En acto de desagravio a nuestros símbolos nacionales en la Arena México […] se gritaba «¡Vivan los granaderos! ¡Viva México! ¡Viva la Virgen de Guadalupe» […] Numerosas pancartas con leyendas como éstas: «Cristo Rey, Tú Reinarás / San Baltazar contra los traidores / Dios, Patria, Familia, Libertad» […] Alonso Aguerrebere (del MURO), desde el micrófono, estimulaba esas manifestaciones: «¡Queremos Ches muertos!», gritaba y, como un eco enorme, la multitud respondía. —«¡Queremos Ches muertos! ¡Mueran todos los guerrilleros apátridas!», volvían a gritar y la multitud respondió exaltada: «¡Mueran!» (en
El Heraldo de México
, 9 de septiembre).
No se duda del odio genuino al bolchevismo de Díaz Ordaz, pero sí de la habilidad de sus informantes, entre ellos el secretario de Gobernación. La furia coaligada de políticos, empresarios, obispos y medios informativos no disuade a los huelguistas, ni el miedo de los padres de familia evita el vigor del Movimiento. Se da lugar a divisiones familiares, eso sí, pero nadie o casi nadie se molesta en leer las proclamas que incitan a la rendición.
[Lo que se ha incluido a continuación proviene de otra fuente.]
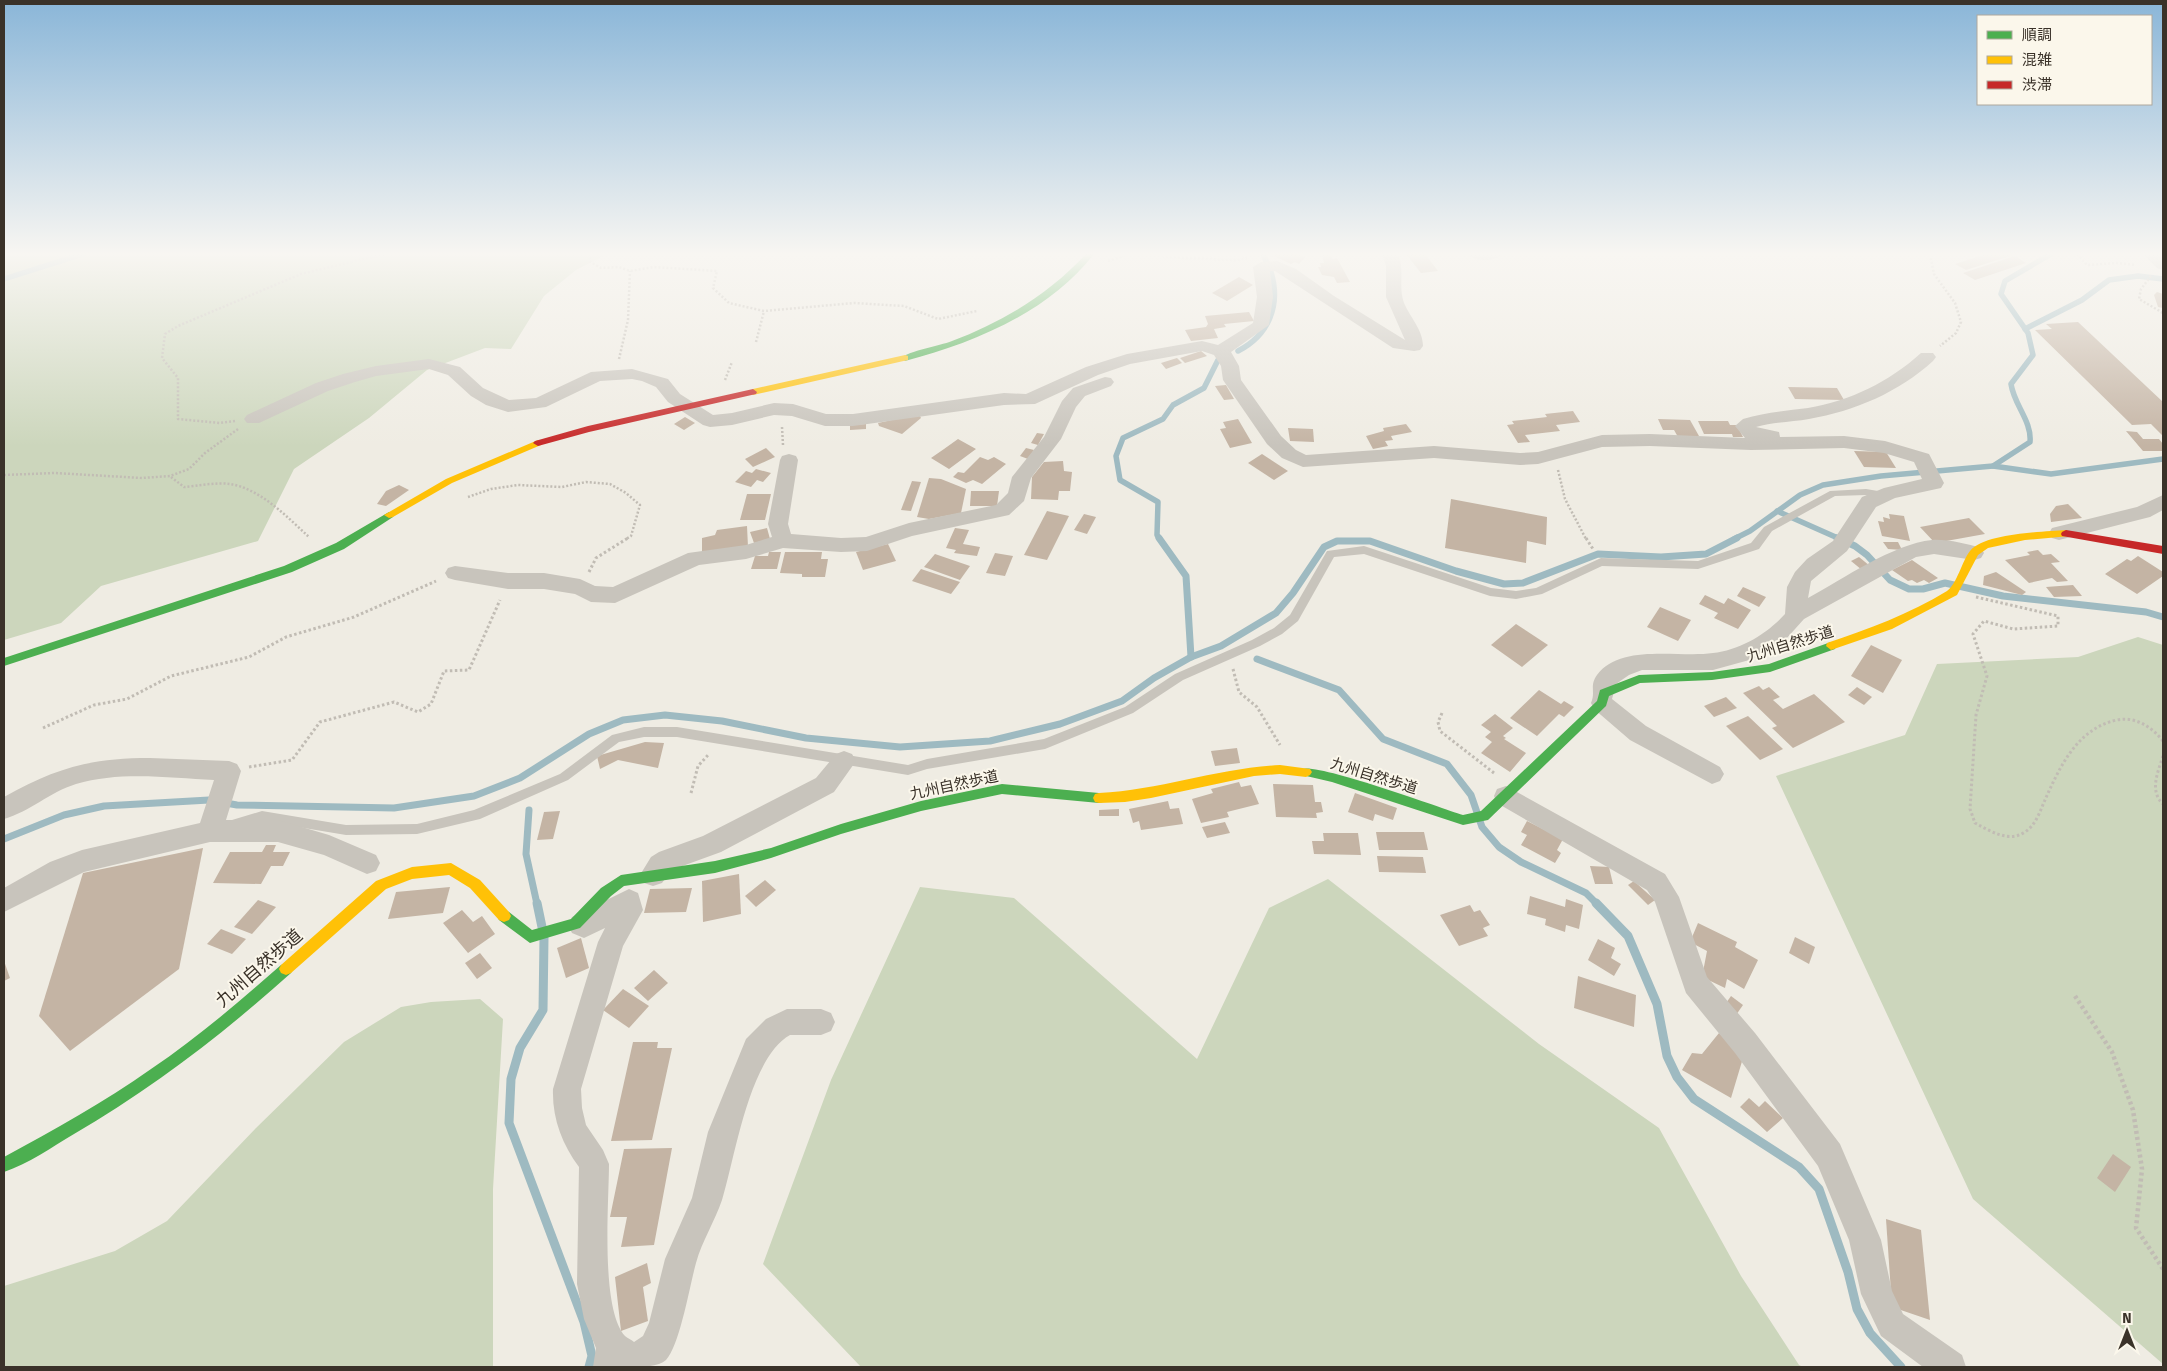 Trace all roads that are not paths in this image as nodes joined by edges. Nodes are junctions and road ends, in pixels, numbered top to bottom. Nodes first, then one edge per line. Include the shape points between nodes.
1 (1006, 318) edge
2 (1262, 318) edge
3 (1358, 318) edge
4 (1402, 318) edge
5 (1164, 352) junction
6 (1221, 352) junction
7 (1927, 357) road end
8 (687, 408) junction
9 (253, 419) road end
10 (1844, 442) junction
11 (789, 460) road end
12 (1884, 495) junction
13 (2163, 502) edge
14 (2059, 533) junction
15 (783, 541) junction
16 (2163, 550) edge
17 (1974, 553) junction
18 (455, 573) road end
19 (1796, 614) junction
20 (4, 662) edge
21 (1603, 698) junction
22 (844, 761) junction
23 (1712, 774) dead end
24 (1506, 797) junction
25 (4, 809) edge
26 (210, 831) junction
27 (367, 862) dead end
28 (653, 874) junction
29 (4, 901) edge
30 (567, 927) junction
31 (821, 1022) dead end
32 (4, 1165) edge
33 (611, 1357) edge
34 (1950, 1367) edge

1 - 8 street via 972,336 929,352
2 - 6 street via 1261,325
3 - 4 street via 1399,344 1414,346 1415,339
5 - 6 street via 1202,346
5 - 8 street via 1092,370 1030,400 1004,400 853,420 825,420 793,410 774,409 710,421
5 - 15 street via 1126,373 1079,392 1068,405 1052,439 1022,477 1017,496 1002,510 909,530 867,544
6 - 10 street via 1230,366 1232,380 1274,440 1289,454 1303,461 1434,452 1538,458 1602,441
7 - 10 street via 1892,385 1854,400 1815,412 1744,426 1752,434
8 - 9 street via 662,383 647,376 615,374 597,376 540,403 508,406 477,392 454,371 429,364 376,370 349,378
8 - 20 street via 530,445 492,460 404,505 340,546 288,569
10 - 12 street via 1885,447 1922,458 1934,483
11 - 15 street via 778,524
12 - 19 street via 1868,502 1845,539 1803,576 1796,590
12 - 22 lane via 1833,493 1795,511 1768,529 1755,546 1698,565 1601,562 1538,591 1516,595 1490,592 1364,550 1331,554 1294,618 1278,631 1179,677 1129,710 1045,744 908,770
13 - 14 street via 2143,512
14 - 16 street
14 - 17 street via 2005,540 1985,545
15 - 18 street via 746,552 695,558 615,594 591,594 580,587 544,581 508,581
17 - 19 street via 1925,547 1912,551
17 - 21 street, 九州自然歩道 via 1954,591 1888,626 1770,668 1712,676 1639,679
19 - 21 street via 1773,637 1734,659 1690,664 1642,662 1618,670 1604,682
21 - 23 street via 1638,733
21 - 24 street, 九州自然歩道
22 - 26 lane via 722,739 644,732 616,738 564,777 476,815 417,829 346,830 262,816
22 - 28 street via 825,785 712,844 668,860
24 - 28 street, 九州自然歩道 via 1484,816 1463,820 1332,776 1283,768 1244,771 1146,795 1116,798 1073,797 1038,791 993,791 921,806 715,867
24 - 34 street via 1656,882 1666,897 1696,984 1830,1155 1866,1240 1877,1294 1892,1325
25 - 26 street via 74,775 114,769 229,770
26 - 27 street via 278,831 329,846
26 - 29 street via 82,861
28 - 30 street, 九州自然歩道 via 621,881
30 - 32 street, 九州自然歩道 via 530,936 511,923 475,884 451,868 412,873 381,885 250,1001 156,1074 62,1134
30 - 33 street via 584,926 619,905 629,901 631,905 612,942 567,1089 566,1107 577,1140 594,1164 593,1284
31 - 33 street via 788,1022 776,1028 756,1049 723,1132 707,1200 681,1259 665,1324 654,1348 634,1362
No que se sigan con avidez los manifiestos a favor del Movimiento, pero no hay quien profane la virginidad de bloques verbales como el del Grupo Ariel de la Generación 1929 (sin firmas):
Ellos [los del Consejo Nacional de Huelga] se autoeligieron. Eso indica su falta de personalidad y de solvencia para llamar a cuentas al gobierno. Tanto así que no sólo por cobardía sino también por táctica se cubren la cara con capuchas y ocultan su nombre al conglomerado nacional (en
Excélsior,
14 de agosto).
La tan desigual guerra de los manifiestos carece de espectadores. Y la desesperación es pésima asesora de los funcionarios que relegan intimidaciones y elogios de la cordura. Así, el 12 de agosto, en la celebración del aniversario de la Sección de Limpia y Transporte del Departamento Central, el regente Corona del Rosal argumenta: «¿A quién favorece el desorden de nuestra patria? ¿A ustedes? ¡A nadie! Es la respuesta. A nadie favorece el desorden en nuestra patria y a los que más perjudica es a los pobres.» ¿A qué corazones, cabe preguntar con ingenuidad retrospectiva, estrujó el mensaje del regente? Muy probablemente, a los mismos soliviantados por la elocuencia del líder obviamente histórico de la CNC, Augusto Gómez Villanueva, que el 29 de agosto en el Palacio de Bellas Artes, en un aniversario de la lucha agraria, le informa al Presidente Díaz Ordaz: «Si alguna vez se hiciera necesario recobrar sus armas [las de Emiliano Zapata] y volver a la lucha ante una amenaza que intentara destruir todo aquello que hombres como él otorgaron a México, en cada campesino Zapata habría de multiplicarse para integrar la defensa de esta nación tantas veces heroica».
San Baltazar, el Panteón Nacional y la prosa muerta de la burocracia contra «los traidores».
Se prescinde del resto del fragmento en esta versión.